John A. Klein                                     Supreme Court

                                                  On Appeal from
     v.                                            Franklin Superior Court

Wolf Run Resort, Inc., et al.                     September Term, 1994



Merideth Wright, J.

Jesse D. Bugbee of Kissane, Yarnell & Cronin, St. Albans, for plaintiff-appellee

W. Owen Jenkins, Essex Junction, for defendant-appellant


PRESENT:  Allen, C.J., Gibson, Dooley, Morse and Johnson, JJ.

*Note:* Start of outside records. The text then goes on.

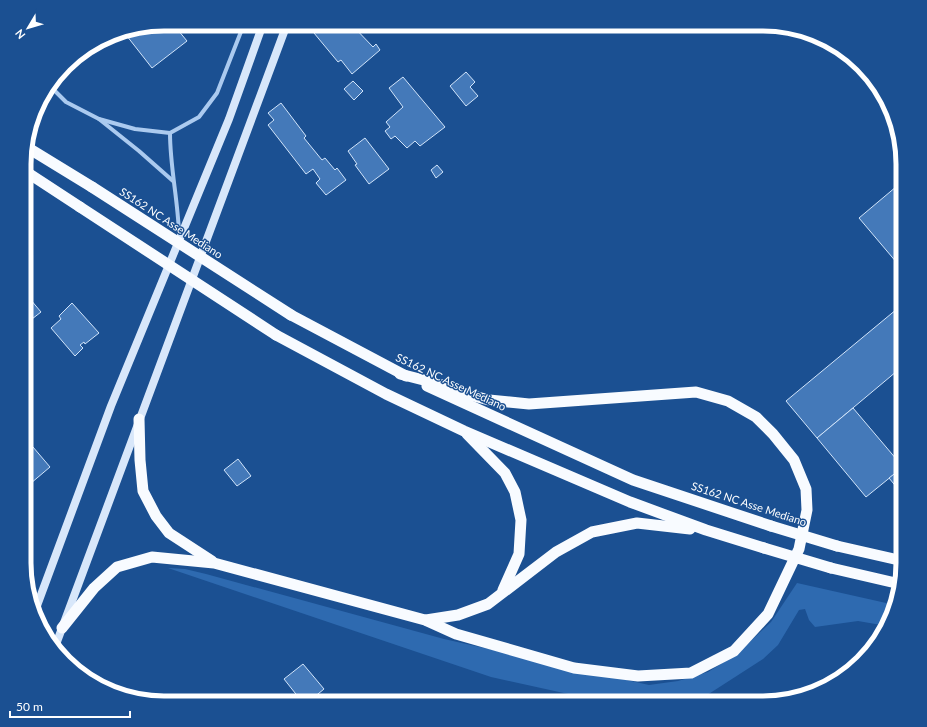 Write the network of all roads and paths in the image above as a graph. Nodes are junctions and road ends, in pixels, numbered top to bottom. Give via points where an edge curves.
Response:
1 (241, 31) edge
2 (261, 31) edge
3 (284, 31) edge
4 (54, 90) edge
5 (99, 119) junction
6 (170, 133) junction
7 (32, 150) edge
8 (31, 175) edge
9 (173, 181) junction
10 (180, 242) junction
11 (400, 374) junction
12 (139, 419) junction
13 (464, 431) junction
14 (706, 530) junction
15 (896, 559) edge
16 (214, 562) junction
17 (894, 583) edge
18 (503, 590) junction
19 (38, 604) edge
20 (425, 620) junction
21 (62, 628) junction
22 (57, 642) edge

1 - 6 street via 217,93 199,117
2 - 10 main road
3 - 12 main road
4 - 5 street via 66,102
5 - 6 street via 135,129
5 - 9 street
6 - 9 street
7 - 11 highway, SS162 NC Asse Mediano, bridge via 291,315
8 - 13 highway, bridge via 276,335 386,394
9 - 10 street via 178,204
10 - 19 main road via 111,406
11 - 15 highway, SS162 NC Asse Mediano, bridge via 633,480 770,526 837,546
11 - 20 highway via 489,400 529,404 696,392 728,401 756,417 773,434 794,460 806,489 807,510 799,549 768,614 734,651 691,673 638,676 574,668 456,634
12 - 16 highway via 143,491 156,516 169,534
12 - 21 main road
13 - 14 highway via 630,502
13 - 18 highway via 505,473 515,492 521,520 519,554
14 - 17 highway, bridge via 831,568
14 - 18 highway via 637,523 592,532 556,552
16 - 20 highway
16 - 21 highway via 152,557 117,567 94,588
18 - 20 highway via 488,604 458,616
21 - 22 main road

     DOOLEY, J., dissenting.  It is undisputed that on February 1, 1989, the
date that defendant ceased paying on the loan made by plaintiff, defendant
did not owe plaintiff any money.  This is true because plaintiff failed to
obtain a license as a lender and charged interest at the usurious rate of
20%.  At the time the loan in this case was made, the remedy provision of the
Licensed Lenders law specifically stated that any loans made in violation of
the statute "shall be void and the lender shall have no right to collect or
receive any principal, interest, or charges whatsoever."  8 V.S.A.  2233
(amended 1989) (emphasis added).  The language could not be clearer that this
loan was void and uncollectible from the day it was made. 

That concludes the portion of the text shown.